**PROBLEM TO WORK ON:**
The expected output is the set of lines below beginning at the one that contains "Road topology of" and ending at the final line, reproduced exactly.

EXTRACTED RECORDS: Begin

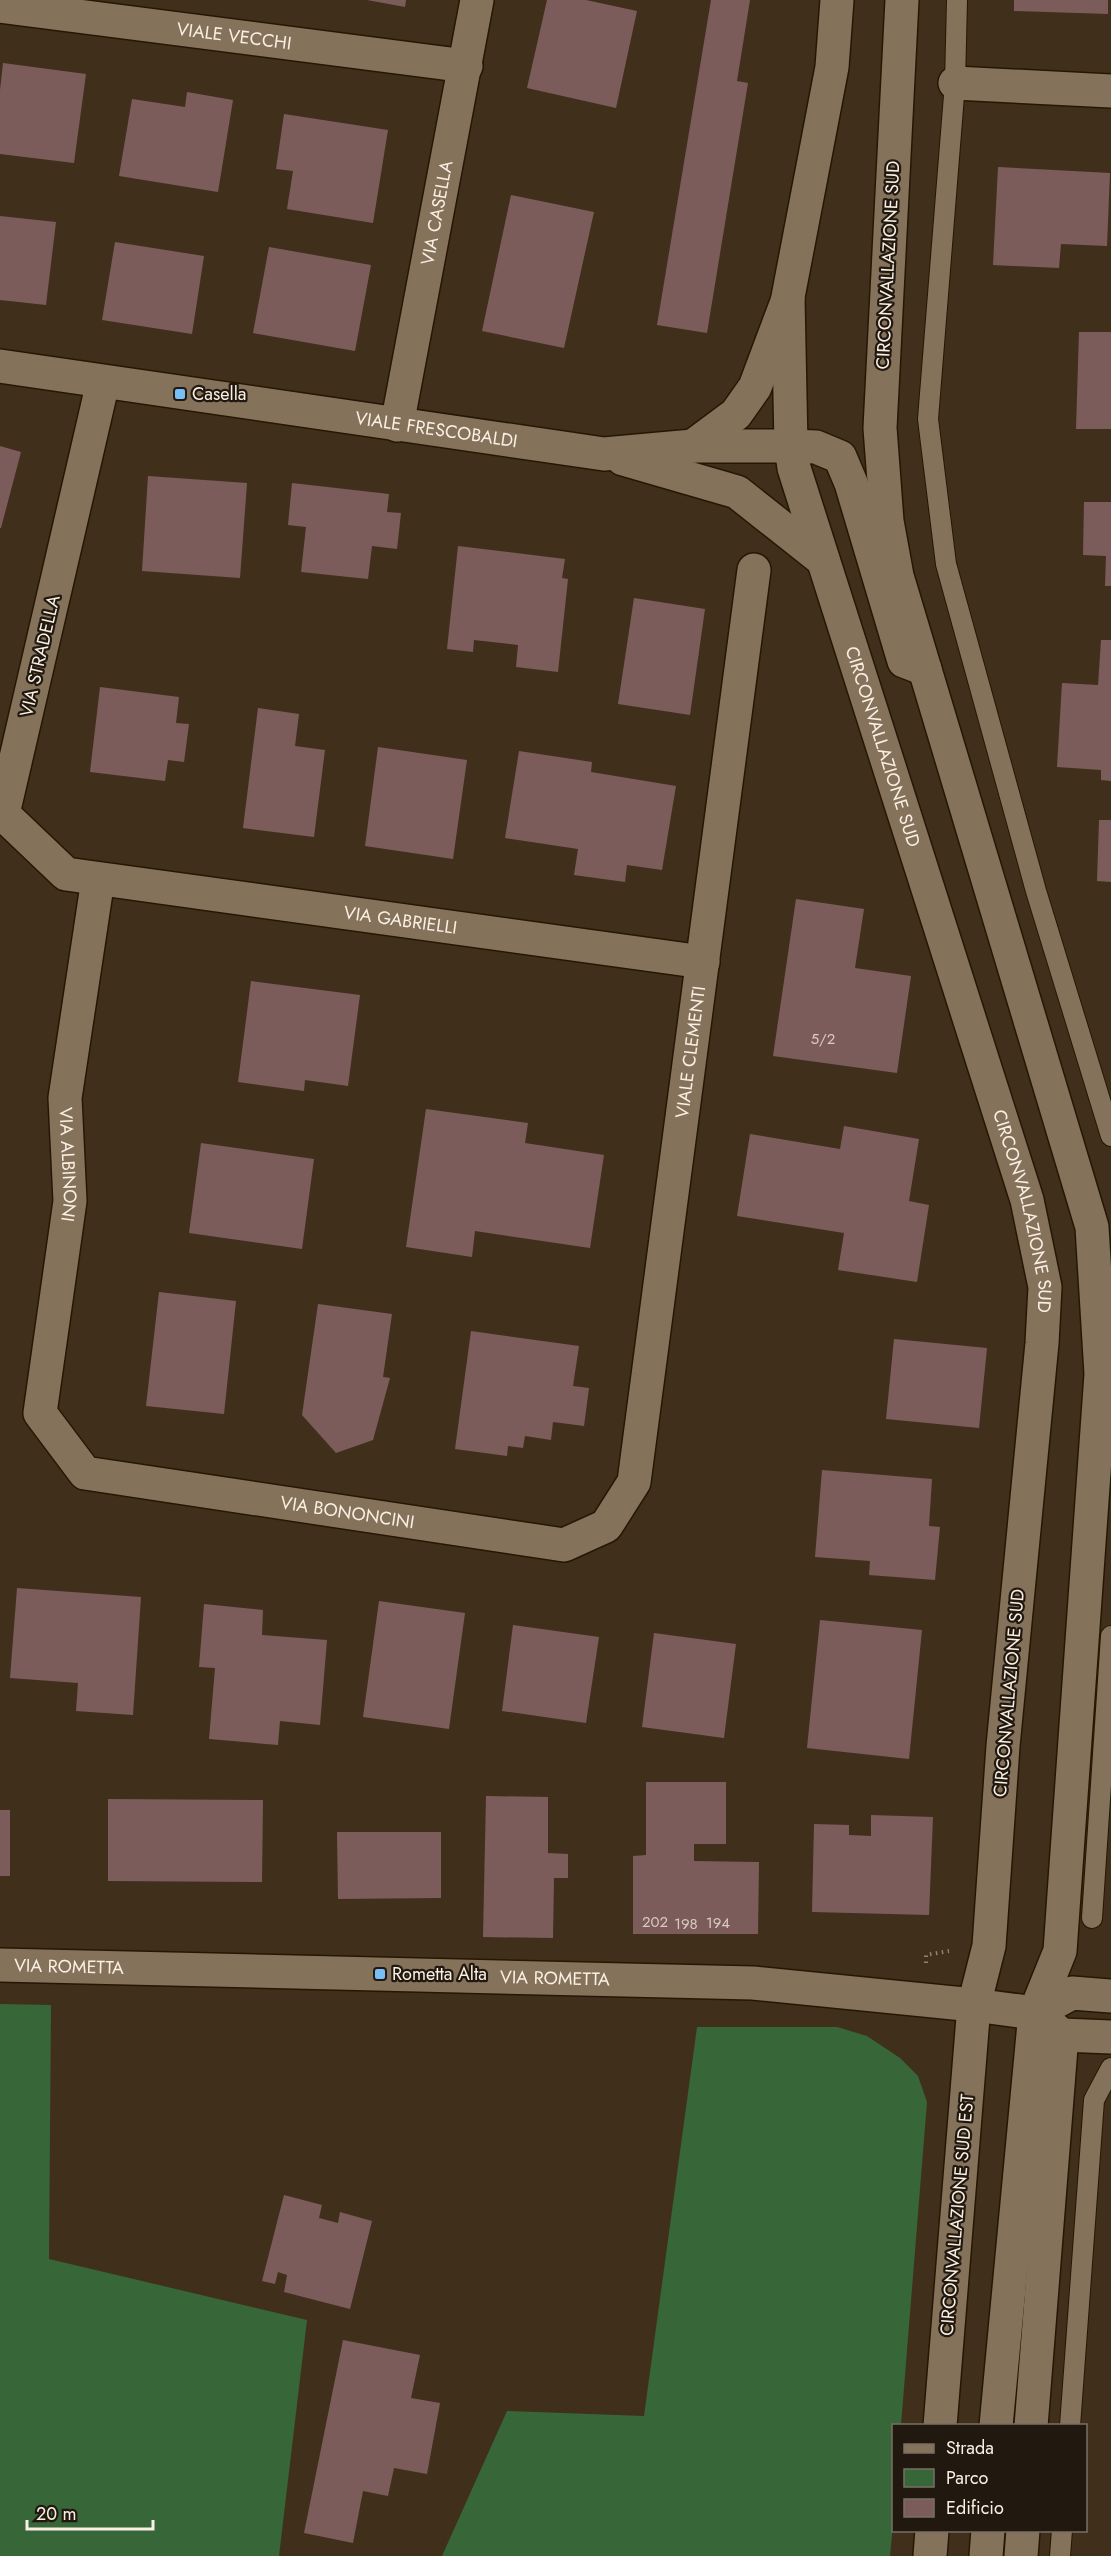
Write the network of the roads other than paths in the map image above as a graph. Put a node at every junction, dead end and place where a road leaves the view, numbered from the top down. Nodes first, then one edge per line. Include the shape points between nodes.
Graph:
1 (477, 0) edge
2 (837, 0) edge
3 (902, 0) edge
4 (957, 0) edge
5 (0, 6) edge
6 (466, 66) junction
7 (955, 82) junction
8 (1111, 92) edge
9 (788, 297) junction
10 (0, 366) edge
11 (103, 382) junction
12 (397, 425) junction
13 (693, 446) junction
14 (791, 446) junction
15 (604, 454) junction
16 (823, 560) junction
17 (754, 570) dead end
18 (925, 669) junction
19 (98, 879) junction
20 (703, 962) junction
21 (1111, 1136) edge
22 (85, 1473) joint
23 (606, 1526) joint
24 (1111, 1636) edge
25 (1092, 1918) dead end
26 (0, 1965) edge
27 (1111, 1996) edge
28 (974, 2005) junction
29 (1035, 2013) junction
30 (1062, 2035) junction
31 (1111, 2037) edge
32 (1111, 2068) edge
33 (940, 2424) edge
34 (996, 2424) edge
35 (1031, 2424) edge
36 (1070, 2424) edge
37 (932, 2532) edge
38 (988, 2532) edge
39 (1023, 2532) edge
40 (1062, 2532) edge
41 (930, 2556) edge
42 (986, 2556) edge
43 (1021, 2556) edge
44 (1060, 2556) edge

1 - 6 street, VIA CASELLA
2 - 9 street, CIRCONVALLAZIONE SUD via 832,66
3 - 18 street, CIRCONVALLAZIONE SUD via 880,428 887,521 897,576
4 - 7 lane
5 - 6 street, VIALE VECCHI
6 - 12 street, VIA CASELLA
7 - 8 street
7 - 21 lane via 928,418 946,564 1036,891
9 - 13 street via 755,387 736,414
9 - 14 street, CIRCONVALLAZIONE SUD
10 - 11 street, VIALE FRESCOBALDI
11 - 12 street, VIALE FRESCOBALDI
11 - 19 street, VIA STRADELLA via 3,814 66,874
12 - 15 street, VIALE FRESCOBALDI
13 - 14 street
13 - 15 street, VIALE FRESCOBALDI
14 - 16 street, CIRCONVALLAZIONE SUD via 794,468
14 - 18 street via 816,447 840,457 904,661
15 - 16 street via 737,492
16 - 28 street, CIRCONVALLAZIONE SUD via 1027,1200 1045,1287 989,1946
17 - 20 street, VIALE CLEMENTI
18 - 29 street, CIRCONVALLAZIONE SUD via 1092,1227 1101,1374 1060,1951
19 - 20 street, VIA GABRIELLI
19 - 22 street, VIA ALBINONI via 65,1098 70,1201 40,1413
20 - 23 street, VIALE CLEMENTI via 634,1482
22 - 23 street, VIA BONONCINI via 564,1545
24 - 25 lane
26 - 28 street, VIA ROMETTA via 753,1983
27 - 29 street via 1072,1993
28 - 29 street, VIA ROMETTA
28 - 33 street, CIRCONVALLAZIONE SUD EST
29 - 30 street
29 - 34 street
30 - 31 street
30 - 35 street
32 - 36 lane via 1094,2100
37 - 41 street
38 - 42 street
39 - 43 street
40 - 44 lane

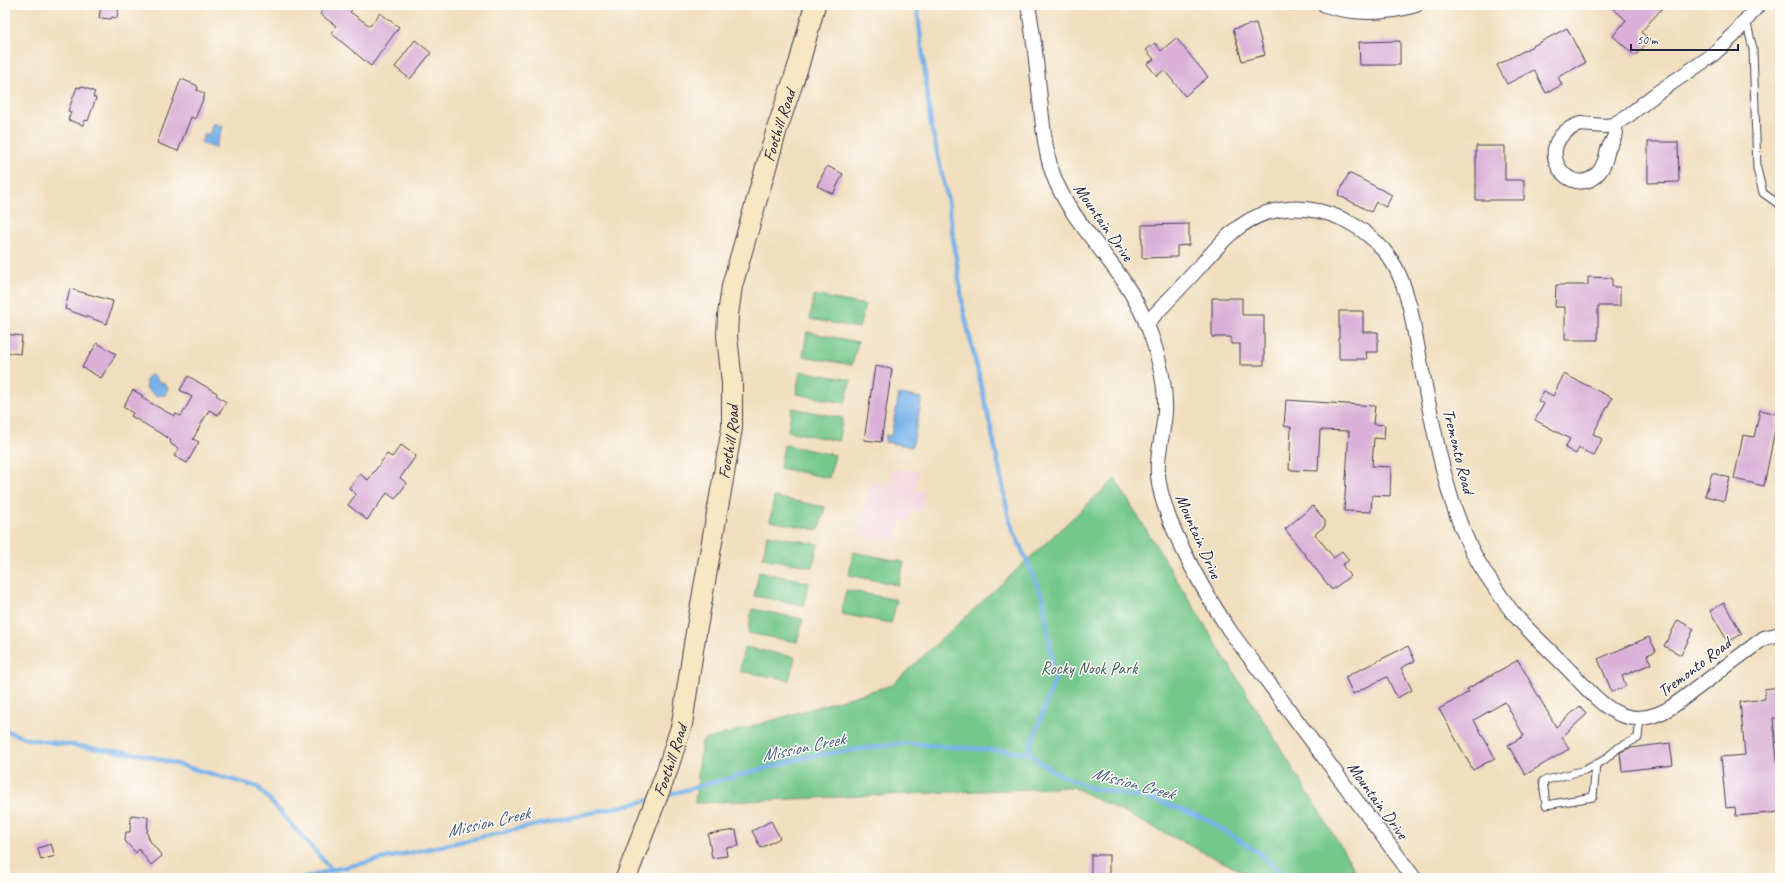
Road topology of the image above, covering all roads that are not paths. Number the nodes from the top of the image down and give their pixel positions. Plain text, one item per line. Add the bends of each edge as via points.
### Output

EXTRACTED RECORDS: End

**ANSWER TO THIS EXERCISE:**
Road topology of the image above, covering all roads that are not paths. Number the nodes from the top of the image down and give their pixel positions. Plain text, one item per line. Add the bends of each edge as via points.
### Output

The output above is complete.